My project is shared among people using different operating systems, and I'm on OSX. Also, not everyone uses git yet and I end up sometimes having to commit changes of others.
Sometimes, out of nowhere git says there are pending changes. Looking at the files they look identical:
@@ -1,6 +1,6 @@
-<Deployment xmlns="http://schemas.microsoft.com/client/2007/deployment"
- xmlns:x="http://schemas.microsoft.com/winfx/2006/xaml"
->
- <Deployment.Parts>
- </Deployment.Parts>
-</Deployment>
+<Deployment xmlns="http://schemas.microsoft.com/client/2007/deployment"

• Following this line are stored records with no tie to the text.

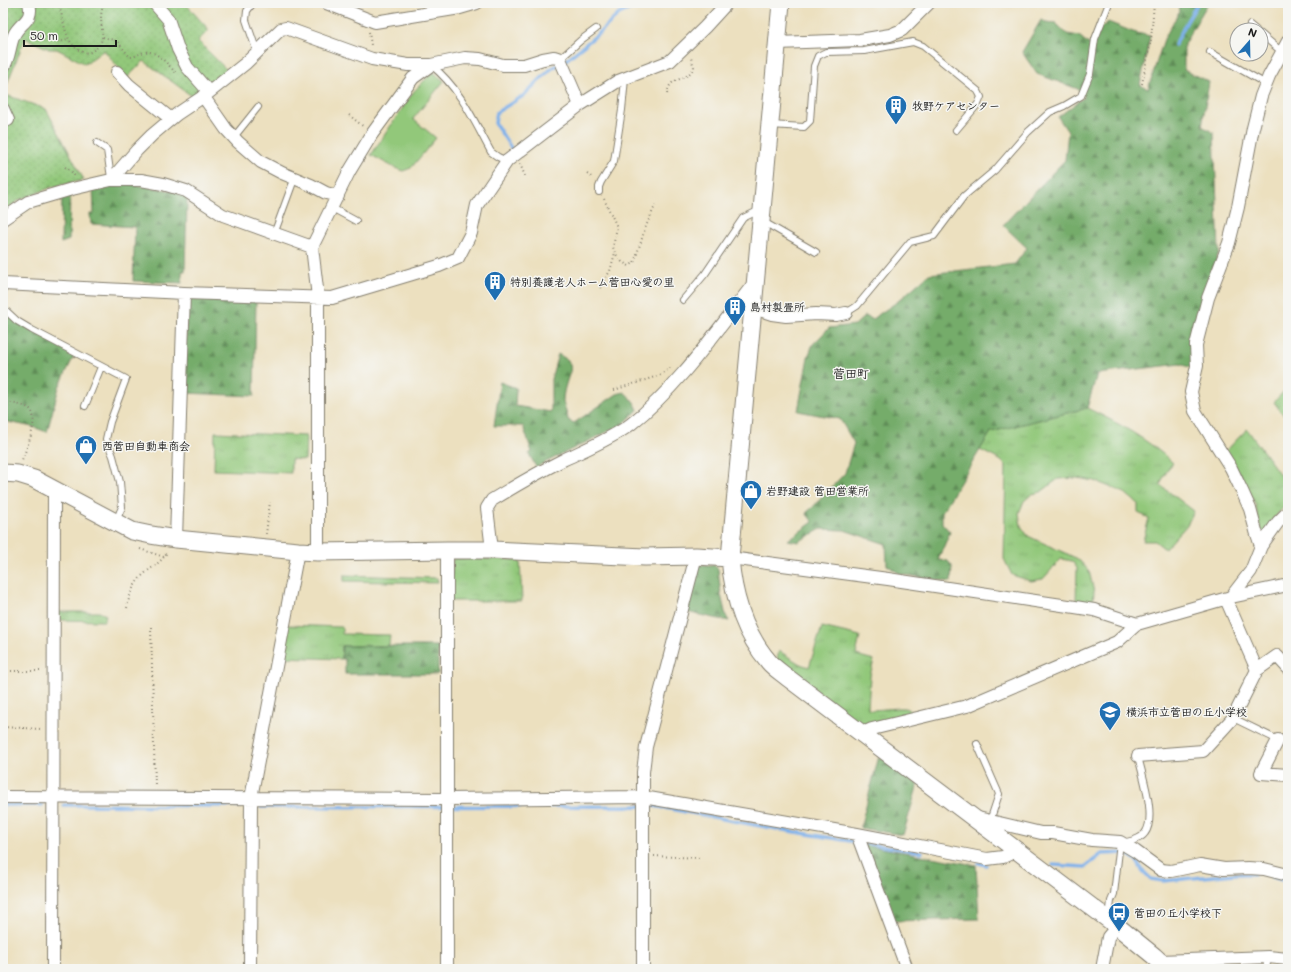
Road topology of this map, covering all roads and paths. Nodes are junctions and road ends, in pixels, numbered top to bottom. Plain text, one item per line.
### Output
1 (29, 3) edge
2 (58, 3) edge
3 (105, 3) edge
4 (154, 3) edge
5 (253, 3) edge
6 (326, 3) edge
7 (477, 3) edge
8 (727, 3) edge
9 (781, 3) edge
10 (929, 3) edge
11 (1109, 3) edge
12 (1154, 3) edge
13 (24, 23) junction
14 (596, 29) dead end
15 (368, 30) dead end
16 (103, 37) junction
17 (69, 38) junction
18 (1269, 38) edge
19 (777, 43) junction
20 (684, 48) junction
21 (1286, 48) edge
22 (257, 52) junction
23 (372, 52) dead end
24 (1210, 52) dead end
25 (560, 59) junction
26 (431, 65) junction
27 (3, 68) edge
28 (117, 72) dead end
29 (196, 78) junction
30 (625, 78) junction
31 (1142, 84) dead end
32 (1266, 84) junction
33 (206, 94) junction
34 (667, 94) dead end
35 (580, 106) junction
36 (258, 107) dead end
37 (349, 115) dead end
38 (171, 119) junction
39 (770, 125) junction
40 (956, 130) dead end
41 (372, 134) junction
42 (234, 137) junction
43 (98, 143) dead end
44 (507, 161) junction
45 (65, 167) dead end
46 (74, 180) dead end
47 (111, 180) junction
48 (292, 185) dead end
49 (599, 192) joint
50 (338, 196) junction
51 (656, 204) dead end
52 (332, 208) junction
53 (761, 214) junction
54 (3, 219) edge
55 (356, 221) dead end
56 (274, 234) junction
57 (312, 247) junction
58 (816, 252) dead end
59 (614, 253) junction
60 (755, 282) junction
61 (3, 284) edge
62 (600, 288) dead end
63 (184, 293) junction
64 (318, 297) junction
65 (684, 300) dead end
66 (753, 308) junction
67 (4, 310) edge
68 (846, 313) joint
69 (101, 367) junction
70 (688, 367) junction
71 (614, 390) dead end
72 (3, 401) edge
73 (85, 406) dead end
74 (10, 474) edge
75 (54, 491) junction
76 (270, 502) dead end
77 (1288, 512) edge
78 (115, 523) junction
79 (176, 538) junction
80 (1262, 546) junction
81 (136, 547) dead end
82 (264, 547) junction
83 (447, 550) junction
84 (492, 550) junction
85 (298, 551) junction
86 (318, 552) junction
87 (696, 556) junction
88 (164, 557) junction
89 (730, 558) junction
90 (1288, 586) edge
91 (1228, 598) junction
92 (127, 608) dead end
93 (1137, 624) junction
94 (151, 627) dead end
95 (1288, 668) edge
96 (1257, 670) junction
97 (3, 671) edge
98 (54, 672) junction
99 (1233, 718) junction
100 (3, 727) edge
101 (54, 730) junction
102 (863, 733) junction
103 (1278, 740) joint
104 (977, 744) dead end
105 (1138, 756) joint
106 (1288, 775) edge
107 (3, 797) edge
108 (643, 797) junction
109 (54, 798) junction
110 (155, 798) junction
111 (251, 798) junction
112 (446, 799) junction
113 (973, 817) junction
114 (990, 821) junction
115 (857, 834) junction
116 (1121, 843) junction
117 (1018, 850) junction
118 (642, 855) junction
119 (701, 858) dead end
120 (1288, 876) edge
121 (1113, 923) junction
122 (1288, 959) edge
123 (1267, 963) edge
124 (102, 965) dead end
125 (1164, 965) edge
126 (53, 969) edge
127 (103, 969) edge
128 (250, 969) edge
129 (446, 969) edge
130 (643, 969) edge
131 (907, 969) edge
132 (1102, 969) edge

1 - 13 street
2 - 17 path
3 - 16 path
4 - 29 street
5 - 22 lane
6 - 7 street
8 - 20 street
9 - 19 street
10 - 19 street
11 - 68 lane
12 - 31 path
13 - 17 path
13 - 27 street
14 - 25 lane
15 - 23 path
16 - 17 path
16 - 29 path
18 - 21 lane
19 - 39 street
20 - 30 street
20 - 34 path
21 - 32 street
22 - 26 street
22 - 33 street
24 - 32 lane
25 - 26 street
25 - 35 street
26 - 41 street
26 - 44 lane
28 - 38 street
29 - 33 street
30 - 35 street
30 - 49 lane
32 - 80 street
33 - 38 street
33 - 42 street
35 - 44 street
36 - 42 lane
37 - 41 path
38 - 47 street
39 - 40 lane
39 - 53 street
41 - 50 street
42 - 50 street
43 - 47 lane
44 - 64 street
45 - 46 path
47 - 54 street
47 - 56 street
48 - 56 lane
49 - 59 path
50 - 52 street
51 - 59 path
52 - 55 lane
52 - 57 street
53 - 58 lane
53 - 60 street
53 - 65 lane
56 - 57 street
57 - 64 street
59 - 62 path
60 - 66 street
60 - 70 street
61 - 63 street
63 - 64 street
63 - 79 street
64 - 86 street
66 - 68 street
66 - 89 street
67 - 69 lane
69 - 73 lane
69 - 78 lane
70 - 71 path
70 - 84 street
72 - 74 path
74 - 75 street
75 - 78 street
75 - 98 street
76 - 82 path
77 - 80 street
78 - 79 street
79 - 82 street
79 - 88 path
80 - 91 street
81 - 88 path
82 - 85 street
83 - 84 street
83 - 86 street
83 - 112 street
84 - 87 street
85 - 86 street
85 - 111 street
87 - 89 street
87 - 108 street
88 - 92 path
89 - 93 street
89 - 102 street
90 - 91 street
91 - 93 street
91 - 96 street
93 - 102 street
94 - 110 path
95 - 96 street
96 - 99 street
97 - 98 path
98 - 101 street
99 - 103 lane
99 - 105 street
100 - 101 path
101 - 109 street
102 - 113 street
103 - 106 street
104 - 114 lane
105 - 116 lane
107 - 109 street
108 - 112 street
108 - 115 street
108 - 118 street
109 - 110 street
109 - 126 street
110 - 111 street
111 - 112 street
111 - 128 street
112 - 129 street
113 - 114 street
113 - 117 street
114 - 116 street
115 - 117 street
115 - 131 street
116 - 120 street
116 - 121 lane
117 - 121 street
118 - 119 path
118 - 130 street
121 - 125 street
121 - 132 street
122 - 123 street
123 - 125 street
124 - 127 path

+ xmlns:x="http://schemas.microsoft.com/winfx/2006/xaml"
+>
+ <Deployment.Parts>
+ </Deployment.Parts>
+</Deployment>
I suspect those are line ending issue.
[edit] One external diff tool specifically says: "status: 1 difference Line endings differ - left: Windows (CRLF), right: Unix (LF)"

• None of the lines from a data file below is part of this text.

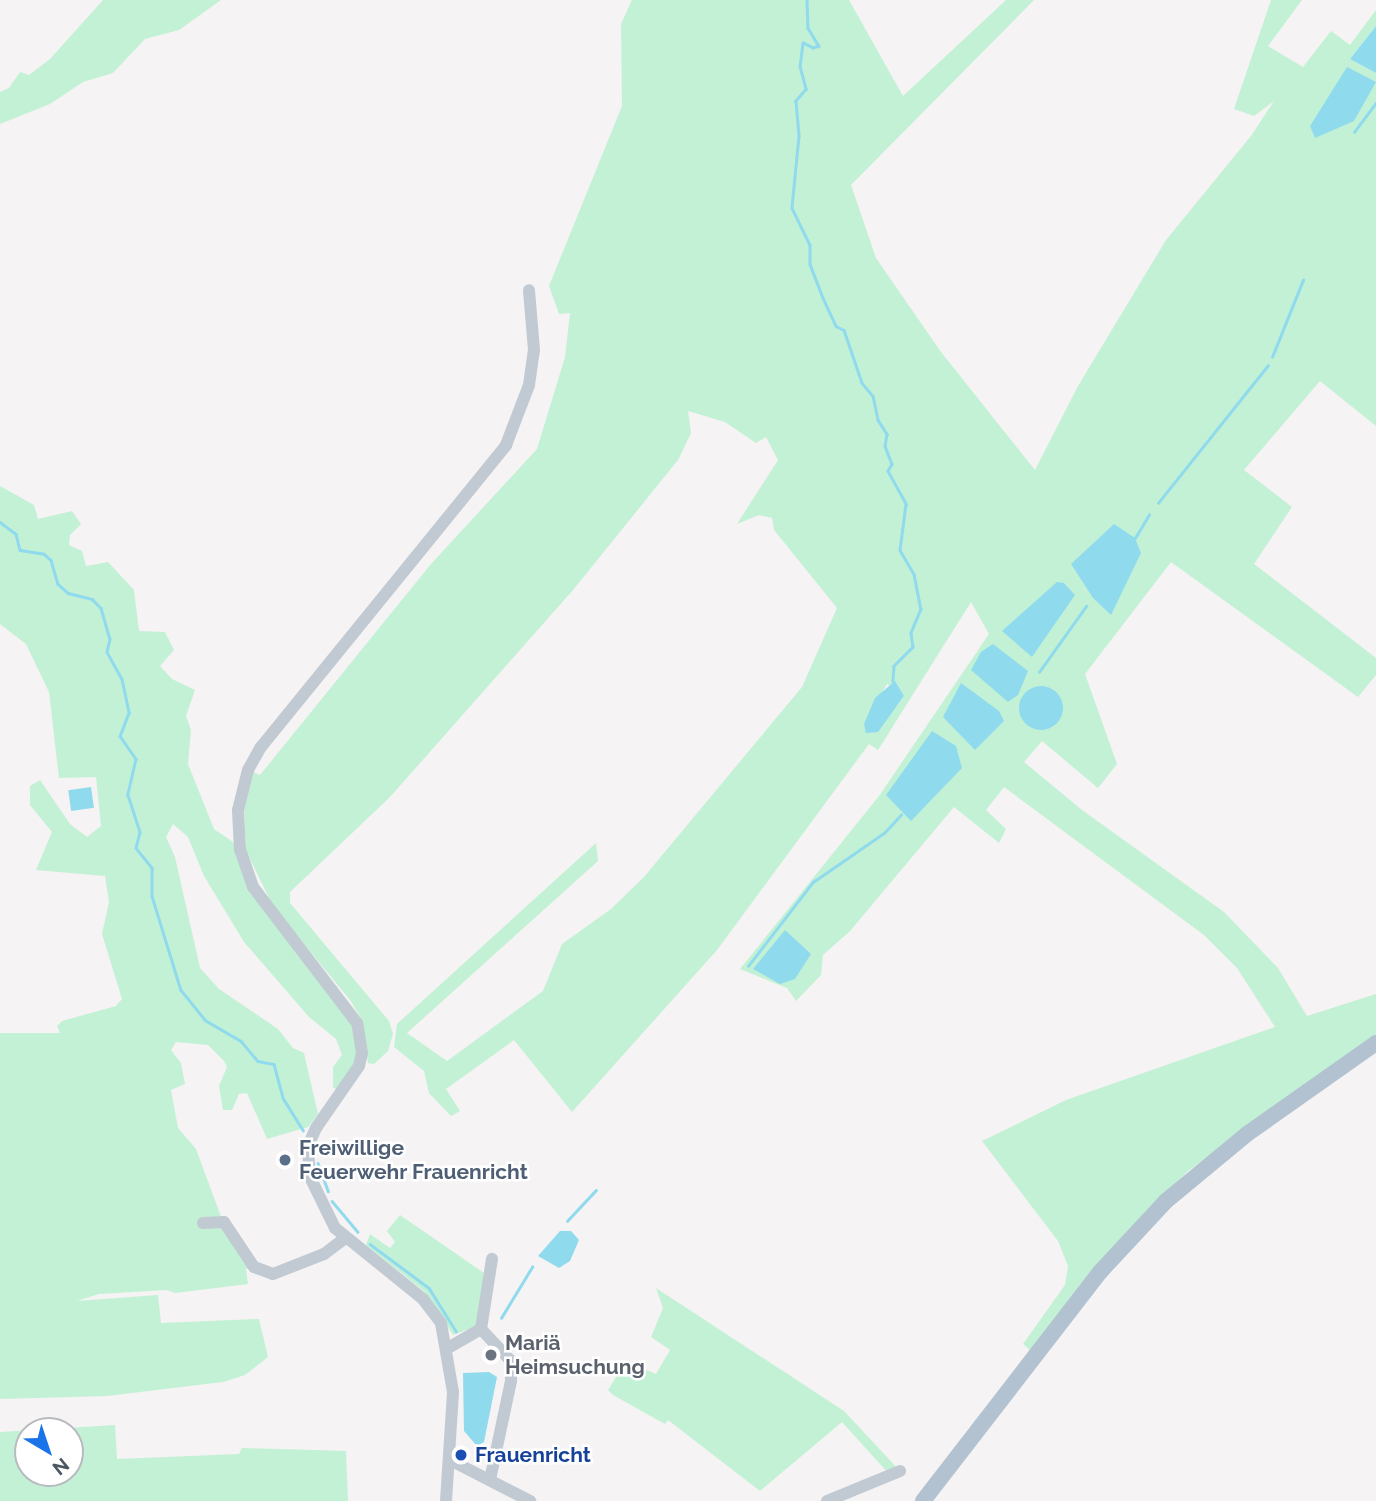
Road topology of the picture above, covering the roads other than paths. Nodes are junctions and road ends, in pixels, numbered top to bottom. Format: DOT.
graph roads {
  1 [pos="529,290"];
  2 [pos="1376,1043"];
  3 [pos="203,1223"];
  4 [pos="345,1238"];
  5 [pos="492,1259"];
  6 [pos="481,1329"];
  7 [pos="448,1348"];
  8 [pos="452,1461"];
  9 [pos="900,1471"];
  10 [pos="490,1480"];
  11 [pos="446,1501"];
  12 [pos="530,1501"];
  13 [pos="827,1501"];
  14 [pos="923,1501"];
  1 -- 4 [label="street"];
  2 -- 14 [label="main road"];
  3 -- 4 [label="street"];
  4 -- 7 [label="street"];
  5 -- 6 [label="street"];
  6 -- 7 [label="street"];
  6 -- 10 [label="street"];
  7 -- 8 [label="street"];
  8 -- 10 [label="street"];
  8 -- 11 [label="street"];
  9 -- 13 [label="street"];
  10 -- 12 [label="street"];
}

Following some of the online tips, my configuration looks like:
[core]
excludesfile = /Users/nathanh/.gitignore_global
autocrlf = input
attributesfile = /Users/nathanh/.config/git/attributes
whitespace = cr-at-eol
And my attributes file:
# Ignore all differences in line endings
* -crlf
Why is it still showing me that the files are modified?
Read this from JetBrains.com
To have Git solve such problems automatically, you need to set the core.autocrlf attribute to true on Windows and to input on Linux and OS X. For more details on the meaning of the core.autocrlf attribute, see the article Mind the End of Your Line orDealing with Line Endings. You can change the configuration manually by running
git config --global core.autocrlf true
on Windows or
git config --global core.autocrlf input
on Linux and OS X. However, IntelliJ IDEA can analyze your configuration, warn you if you are about to commit CRLF into the repository, and offer to set the core.autocrlf setting to true or input depending on the operating system used.
Hopefully this might shed some light on the problem.